(A)

So you know:

A(t) = the integral of e^(-x) dx from 0 to t

and

V(t) = the integral of Pi*[e^(-x)]^2 dx from 0 to t

Just evaluate the integrals to get:

$ A(t)=-e^{-t}+1 $

and

$ V(t) = -(Pi*e^{-2x})/2 + Pi/2 $

and then take the limits as t approaches infinity.

(B)

Just put V(t) over A(t) and take the limits.

(C)

I'm not sure about this part..

Idryg 21:03, 6 October 2008 (UTC)


On part C, since e^a is valid for all real a, and since V(0) and A(0) are valid functions (i.e. V(0) does not give a no solution), the limit as t approaches zero from the right is the same as if t approaches infinity from the left. This means that you can just take the limit as t approaches 0 and ignore the 0+ aspect of the problem. I am not %100 sure about this, but this is how I understood the problem, maybe if someone graphs this, we can see what V(t)/A(t) is approaching when t = 0. --Ctuchek 21:13, 6 October 2008 (UTC)

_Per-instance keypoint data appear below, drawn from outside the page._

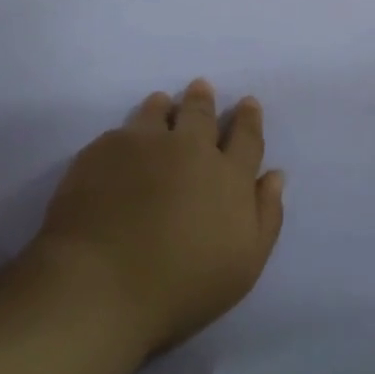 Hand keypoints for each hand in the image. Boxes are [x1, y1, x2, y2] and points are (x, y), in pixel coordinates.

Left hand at [25, 80, 285, 358]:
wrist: (100, 286)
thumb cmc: (183, 285)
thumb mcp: (245, 263)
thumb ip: (266, 215)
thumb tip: (274, 175)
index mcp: (229, 176)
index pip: (246, 137)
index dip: (248, 118)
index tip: (247, 103)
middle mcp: (190, 150)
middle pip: (201, 114)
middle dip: (203, 100)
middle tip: (201, 87)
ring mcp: (143, 146)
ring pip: (157, 113)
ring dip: (164, 106)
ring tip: (162, 103)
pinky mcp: (101, 153)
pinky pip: (121, 132)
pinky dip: (129, 131)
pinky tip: (123, 140)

Just factor the top of the equation like this: $ (e^{-2t} - 1) $ into $ (e^{-t} + 1)(e^{-t} - 1) $

Then you can cancel some terms and there you go.

Idryg 21:14, 6 October 2008 (UTC)

Hmmm. I bet that works. But maybe L'Hopital's could be useful here. --Bell 21:39, 6 October 2008 (UTC)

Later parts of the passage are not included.